Coral Gables took the dispute to the Supreme Court after the 3rd District Court of Appeal in August upheld the constitutionality of state laws that blocked a 2016 city ordinance targeting polystyrene, better known as Styrofoam. The city contends, in part, that the state “preemption” of the ordinance violates local home-rule powers.
But in a 12-page brief Tuesday, lawyers in Moody’s office said the case “breaks no new ground regarding the nature of the Legislature’s power to preempt local ordinances” and, as a result, the Supreme Court should not take it up. The state is allied in the case with the Florida Retail Federation, which filed a brief Monday.
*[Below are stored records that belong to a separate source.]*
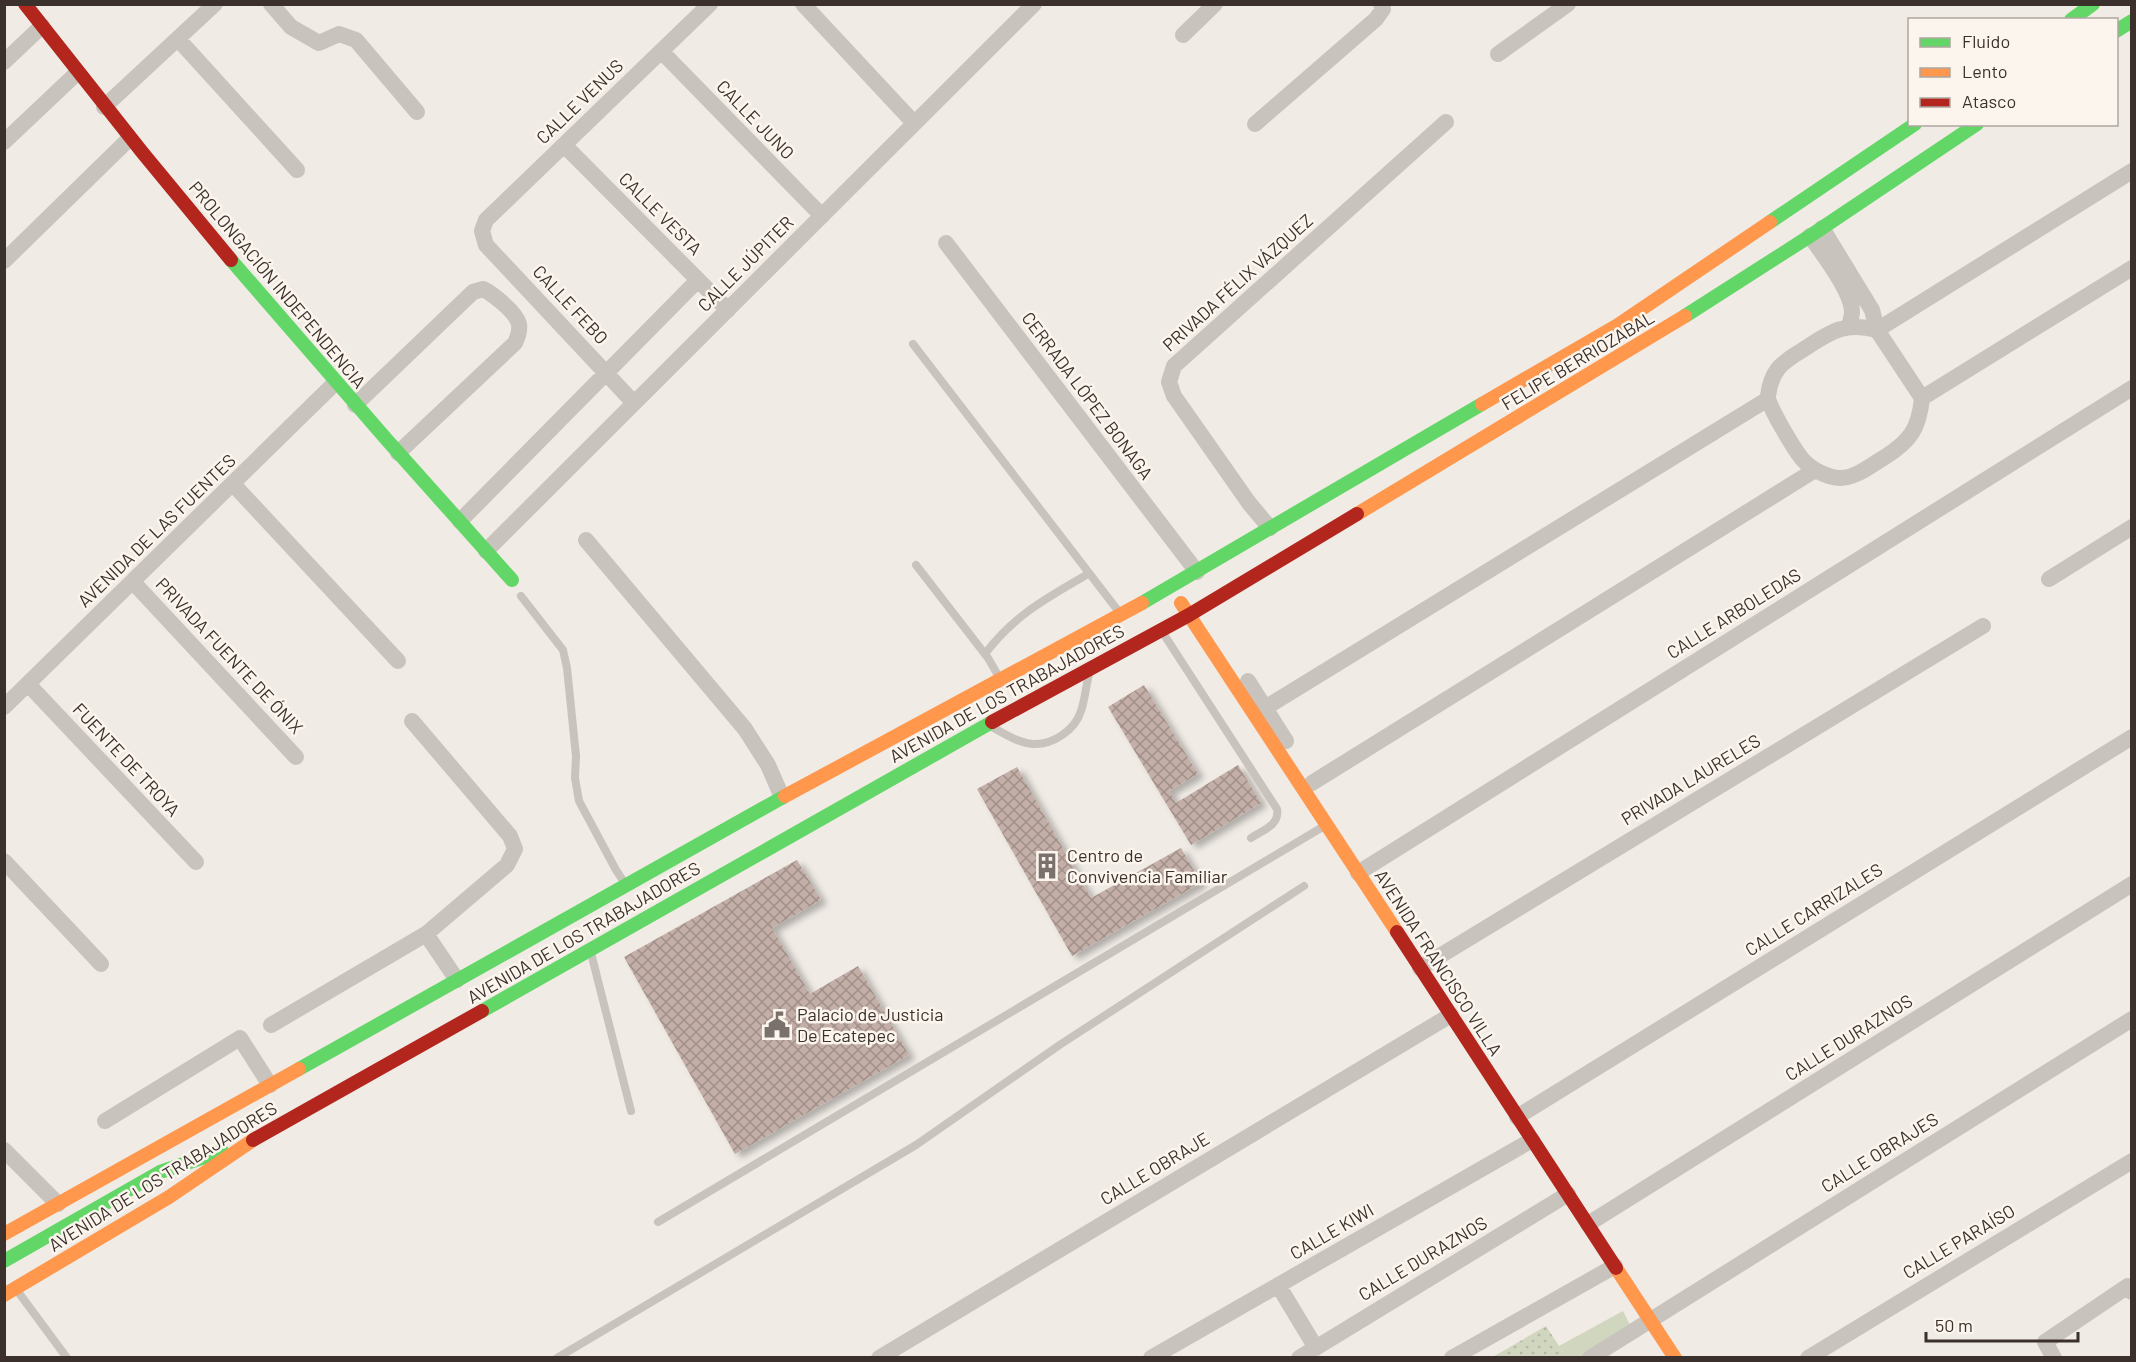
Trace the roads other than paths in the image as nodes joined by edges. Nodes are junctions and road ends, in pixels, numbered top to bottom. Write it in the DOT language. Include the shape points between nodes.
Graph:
graph roads {
  1 [pos="25,4"];
  2 [pos="215,4"];
  3 [pos="271,4"];
  4 [pos="710,4"];
  5 [pos="803,4"];
  6 [pos="1215,4"];
  7 [pos="1381,4"];
  8 [pos="1568,4"];
  9 [pos="2093,4"];
  10 [pos="1026,7"];
  11 [pos="2074,18"];
  12 [pos="2132,21"];
  13 [pos="42,26"];
  14 [pos="2118,30"];
  15 [pos="1183,35"];
  16 [pos="178,39"];
  17 [pos="661,51"];
  18 [pos="1498,54"];
  19 [pos="4,62"];
  20 [pos="77,73"];
  21 [pos="104,107"];
  22 [pos="417,112"];
  23 [pos="1446,122"];
  24 [pos="914,123"];
  25 [pos="1255,124"];
  26 [pos="1912,126"];
  27 [pos="1974,126"];
  28 [pos="129,138"];
  29 [pos="4,142"];
  30 [pos="564,145"];
  31 [pos="297,170"];
  32 [pos="2132,171"];
  33 [pos="822,216"];
  34 [pos="482,231"];
  35 [pos="1816,232"];
  36 [pos="946,243"];
  37 [pos="4,261"];
  38 [pos="2132,268"];
  39 [pos="698,280"];
  40 [pos="728,310"];
  41 [pos="1849,326"];
  42 [pos="1877,330"];
  43 [pos="913,344"];
  44 [pos="606,373"];
  45 [pos="335,382"];
  46 [pos="2132,388"];
  47 [pos="1922,398"];
  48 [pos="1768,399"];
  49 [pos="634,403"];
  50 [pos="355,405"];
  51 [pos="398,453"];
  52 [pos="1815,470"];
  53 [pos="233,484"];
  54 [pos="460,521"];
  55 [pos="2132,527"];
  56 [pos="1270,528"];
  57 [pos="586,540"];
  58 [pos="486,551"];
  59 [pos="916,566"];
  60 [pos="1197,572"];
  61 [pos="1088,574"];
  62 [pos="2049,579"];
  63 [pos="512,580"];
  64 [pos="133,582"];
  65 [pos="1171,588"];
  66 [pos="521,596"];
  67 [pos="1121,615"];
  68 [pos="1189,615"];
  69 [pos="1983,626"];
  70 [pos="1161,630"];
  71 [pos="985,654"];
  72 [pos="398,661"];
  73 [pos="1090,669"];
  74 [pos="1001,680"];
  75 [pos="1248,681"];
  76 [pos="28,684"];
  77 [pos="4,707"];
  78 [pos="1265,708"];
  79 [pos="412,721"];
  80 [pos="987,725"];
  81 [pos="2132,737"];
  82 [pos="296,757"];
  83 [pos="1312,783"];
  84 [pos="782,797"];
  85 [pos="1328,819"];
  86 [pos="1251,838"];
  87 [pos="4,861"];
  88 [pos="196,862"];
  89 [pos="1358,873"];
  90 [pos="626,884"];
  91 [pos="2132,884"];
  92 [pos="1304,886"];
  93 [pos="426,934"];
  94 [pos="590,950"];
  95 [pos="101,964"];
  96 [pos="1420,968"];
  97 [pos="457,980"];
  98 [pos="1451,1014"];
  99 [pos="2132,1019"];
  100 [pos="271,1025"];
  101 [pos="270,1085"];
  102 [pos="632,1110"];
  103 [pos="1517,1117"];
  104 [pos="105,1121"];
  105 [pos="1532,1140"];
  106 [pos="250,1142"];
  107 [pos="4,1150"];
  108 [pos="2132,1161"];
  109 [pos="1568,1194"];
  110 [pos="58,1204"];
  111 [pos="658,1222"];
  112 [pos="1588,1224"];
  113 [pos="4,1234"];
  114 [pos="4,1261"];
  115 [pos="1615,1266"];
  116 [pos="1278,1285"];
  117 [pos="10,1292"];
  118 [pos="2132,1292"];
  119 [pos="1650,1319"];
  120 [pos="1316,1347"];
  121 [pos="67,1358"];
  122 [pos="557,1358"];
  123 [pos="879,1358"];
  124 [pos="1151,1358"];
  125 [pos="1299,1358"];
  126 [pos="1452,1358"];
  127 [pos="1590,1358"];
  128 [pos="1675,1358"];
  129 [pos="1808,1358"];
  130 [pos="2054,1358"];
  1 -- 13 [label="main road, PROLONGACIÓN INDEPENDENCIA"];
  2 -- 16 [label="street"];
  3 -- 22 [label="street" via="291,27 319,43 339,34 356,40"];
  4 -- 17 [label="street, CALLE VENUS"];
  5 -- 24 [label="street"];
  6 -- 15 [label="street"];
  7 -- 25 [label="street" via="1383,9 1376,19"];
  8 -- 18 [label="street"];
  9 -- 11 [label="main road"];
  10 -- 24 [label="street, CALLE JÚPITER"];
  12 -- 14 [label="main road"];
  13 -- 19 [label="street"];
  13 -- 20 [label="main road, PROLONGACIÓN INDEPENDENCIA"];
  16 -- 21 [label="street"];
  16 -- 31 [label="street"];
  17 -- 30 [label="street, CALLE VENUS"];
  17 -- 33 [label="street, CALLE JUNO"];
  20 -- 21 [label="main road, PROLONGACIÓN INDEPENDENCIA"];
  20 -- 29 [label="street"];
  21 -- 28 [label="main road, PROLONGACIÓN INDEPENDENCIA"];
  23 -- 56 [label="street, PRIVADA FÉLIX VÁZQUEZ" via="1174,366 1168,382 1174,396"];
  24 -- 33 [label="street, CALLE JÚPITER"];
  26 -- 56 [label="main road, FELIPE BERRIOZABAL" via="1618,325"];
  27 -- 35 [label="main road, FELIPE BERRIOZABAL"];
  28 -- 37 [label="street"];
  28 -- 45 [label="main road, PROLONGACIÓN INDEPENDENCIA"];
  30 -- 34 [label="street, CALLE VENUS" via="486,220"];
  30 -- 39 [label="street, CALLE VESTA"];
  32 -- 42 [label="street"];
  33 -- 40 [label="street, CALLE JÚPITER"];
  34 -- 44 [label="street, CALLE FEBO" via="486,245"];
  35 -- 41 [label="street" via="1850,300"];
  35 -- 42 [label="street" via="1872,310"];
  35 -- 68 [label="main road, FELIPE BERRIOZABAL" via="1635,348"];
  36 -- 60 [label="street, CERRADA LÓPEZ BONAGA"];
  38 -- 47 [label="street"];
  39 -- 40 [label="street, CALLE VESTA"];
  39 -- 44 [label="street"];
  40 -- 49 [label="street, CALLE JÚPITER"];
  41 -- 42 [label="street"];
  41 -- 48 [label="street" via="1834,330 1780,364"];
  42 -- 47 [label="street"];
  43 -- 61 [label="lane"];
  44 -- 49 [label="street, CALLE FEBO"];
  44 -- 54 [label="street"];
  45 -- 50 [label="main road, PROLONGACIÓN INDEPENDENCIA"];
  45 -- 53 [label="street, AVENIDA DE LAS FUENTES"];
  46 -- 89 [label="street, CALLE ARBOLEDAS"];
  47 -- 52 [label="street" via="1917,424 1903,446 1852,476 1837,478"];
  48 -- 52 [label="street" via="1803,460"];
  48 -- 78 [label="street"];
  49 -- 58 [label="street, CALLE JÚPITER"];
  50 -- 51 [label="main road, PROLONGACIÓN INDEPENDENCIA"];
  50 -- 51 [label="street" via="473,292 483,289 493,293 518,321 515,344"];
  51 -- 54 [label="main road, PROLONGACIÓN INDEPENDENCIA"];
  52 -- 83 [label="street"];
  53 -- 64 [label="street, AVENIDA DE LAS FUENTES"];
  53 -- 72 [label="street"];
  54 -- 58 [label="main road, PROLONGACIÓN INDEPENDENCIA"];
  55 -- 62 [label="street"];
  56 -- 60 [label="main road, FELIPE BERRIOZABAL"];
  57 -- 84 [label="street" via="745,729"];
  58 -- 63 [label="main road, PROLONGACIÓN INDEPENDENCIA"];
  59 -- 71 [label="lane"];
  60 -- 65 [label="main road, FELIPE BERRIOZABAL"];
  61 -- 67 [label="lane"];
  61 -- 71 [label="lane" via="1027,610"];
  64 -- 76 [label="street, AVENIDA DE LAS FUENTES"];
  64 -- 82 [label="street, PRIVADA FUENTE DE ÓNIX"];
  65 -- 67 [label="main road, AVENIDA DE LOS TRABAJADORES"];
  65 -- 68 [label="main road, AVENIDA FRANCISCO VILLA"];
  66 -- 90 [label="lane" via="563,650 579,801"];
  67 -- 74 [label="main road, AVENIDA DE LOS TRABAJADORES"];
  68 -- 70 [label="main road, AVENIDA DE LOS TRABAJADORES"];
  68 -- 85 [label="main road, AVENIDA FRANCISCO VILLA"];
  69 -- 96 [label="street, PRIVADA LAURELES"];
  70 -- 73 [label="main road, AVENIDA DE LOS TRABAJADORES"];
  70 -- 86 [label="lane" via="1277,809 1276,822"];
  71 -- 74 [label="lane"];
  73 -- 80 [label="main road, AVENIDA DE LOS TRABAJADORES"];
  73 -- 80 [label="lane" via="1080,713 1068,731 1053,740 1034,744"];
  74 -- 84 [label="main road, AVENIDA DE LOS TRABAJADORES"];
  75 -- 78 [label="street"];
  76 -- 77 [label="street, AVENIDA DE LAS FUENTES"];
  76 -- 88 [label="street, FUENTE DE TROYA"];
  78 -- 83 [label="street"];
  79 -- 93 [label="street" via="510,836 514,849 507,865"];
  80 -- 94 [label="main road, AVENIDA DE LOS TRABAJADORES"];
  81 -- 103 [label="street, CALLE CARRIZALES"];
  83 -- 85 [label="street"];
  84 -- 90 [label="main road, AVENIDA DE LOS TRABAJADORES"];
  85 -- 89 [label="main road, AVENIDA FRANCISCO VILLA"];
  85 -- 111 [label="lane"];
  87 -- 95 [label="street"];
  89 -- 96 [label="main road, AVENIDA FRANCISCO VILLA"];
  90 -- 97 [label="main road, AVENIDA DE LOS TRABAJADORES"];
  91 -- 112 [label="street, CALLE DURAZNOS"];
  92 -- 122 [label="lane" via="1061,1044 916,1145"];
  93 -- 97 [label="street"];
  93 -- 100 [label="street"];
  94 -- 102 [label="lane"];
  94 -- 106 [label="main road, AVENIDA DE LOS TRABAJADORES"];
  96 -- 98 [label="main road, AVENIDA FRANCISCO VILLA"];
  97 -- 101 [label="main road, AVENIDA DE LOS TRABAJADORES"];
  98 -- 103 [label="main road, AVENIDA FRANCISCO VILLA"];
  98 -- 123 [label="street, CALLE OBRAJE"];
  99 -- 119 [label="street, CALLE OBRAJES"];
  101 -- 104 [label="street" via="240,1038"];
  101 -- 110 [label="main road, AVENIDA DE LOS TRABAJADORES"];
  103 -- 105 [label="main road, AVENIDA FRANCISCO VILLA"];
  105 -- 109 [label="main road, AVENIDA FRANCISCO VILLA"];
  105 -- 116 [label="street, CALLE KIWI"];
  106 -- 114 [label="main road" via="160,1172"];
  106 -- 117 [label="main road, AVENIDA DE LOS TRABAJADORES" via="169,1197"];
  107 -- 110 [label="street"];
  108 -- 129 [label="street, CALLE PARAÍSO"];
  109 -- 112 [label="main road, AVENIDA FRANCISCO VILLA"];
  109 -- 120 [label="street, CALLE DURAZNOS"];
  110 -- 113 [label="main road, AVENIDA DE LOS TRABAJADORES"];
  112 -- 115 [label="main road, AVENIDA FRANCISCO VILLA"];
  115 -- 119 [label="main road, AVENIDA FRANCISCO VILLA"];
  115 -- 126 [label="street"];
  116 -- 120 [label="street"];
  116 -- 124 [label="street, CALLE KIWI"];
  117 -- 121 [label="lane"];
  118 -- 130 [label="street" via="2128,1286 2045,1342"];
  119 -- 127 [label="street, CALLE OBRAJES"];
  119 -- 128 [label="main road, AVENIDA FRANCISCO VILLA"];
  120 -- 125 [label="street, CALLE DURAZNOS"];
}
“The (3rd District Court of Appeal) decision simply restated the well-established legal principle that the Florida Legislature can expressly preempt a subject matter for state regulation if it so chooses,” attorneys for the retail federation and Super Progreso, Inc., wrote in Monday’s brief. “The Legislature did so in the three clear and unambiguous statutes at issue.”
But in a brief filed last month, Coral Gables asked the Supreme Court to hear the case and pointed to potentially broader implications.
“Left unaddressed, the Third District’s opinion will have serious repercussions throughout the state, leaving local governments powerless to regulate not only the sale and use of polystyrene and other environmentally damaging materials, but also other fields where the Legislature might similarly claim total preemption without meeting constitutional standards,” the city’s attorneys wrote.
Local attempts to ban Styrofoam and other products such as plastic bags and plastic straws have drawn heavy debate in recent years in Florida and elsewhere, with supporters of the bans arguing that the products cause environmental damage. Lawmakers during the 2019 legislative session, for example, passed a bill that would have blocked local governments from banning plastic straws, but Gov. Ron DeSantis vetoed the measure.
Coral Gables approved its Styrofoam-ban ordinance in February 2016, and the retail federation and Super Progreso, Inc., later filed the lawsuit challenging its legality.
The case has focused heavily on a wide-ranging Department of Agriculture and Consumer Services bill that state lawmakers passed in March 2016. The bill barred local governments from regulating food-related polystyrene, containers and made that prohibition retroactive to any local ordinances passed after Jan. 1, 2016.
Coral Gables was the only city affected by the Legislature’s decision to make the state law retroactive to Jan. 1, 2016, spurring arguments that it was unfairly singled out. The city’s attorney also argued that the Legislature improperly delegated regulation of polystyrene to the Department of Agriculture and Consumer Services and created a “regulatory vacuum.”
“The city, for example, has more than 100 miles of waterway; its need to regulate the sale and use of environmentally harmful materials like polystyrene is immediate, and likely more so than that of other Florida municipalities,” the brief said. “Despite home rule, its hands are now tied, and there is nothing to indicate that the department will take action on polystyrene. Were the Legislature to similarly preempt all regulation of a more imminently dangerous product --- for example, toxic chemicals or weapons --- the consequences for local governments would be all the more severe.”
But in its brief Tuesday, attorneys for the state said Democratic lawmakers have filed bills (SB 182 and HB 6043) for the upcoming 2020 legislative session that would allow local governments to regulate Styrofoam. Moody’s office said that is another reason the Supreme Court should not wade into the dispute.
“Both pending bills, if passed, would repeal the preemptive effect of the three statutes at issue here,” Tuesday’s brief said. “Because the preempting statutes are constitutional, and in light of these legislative efforts, the (Supreme) Court should defer to the political process regarding whether regulation of polystyrene should be a statewide or local matter.”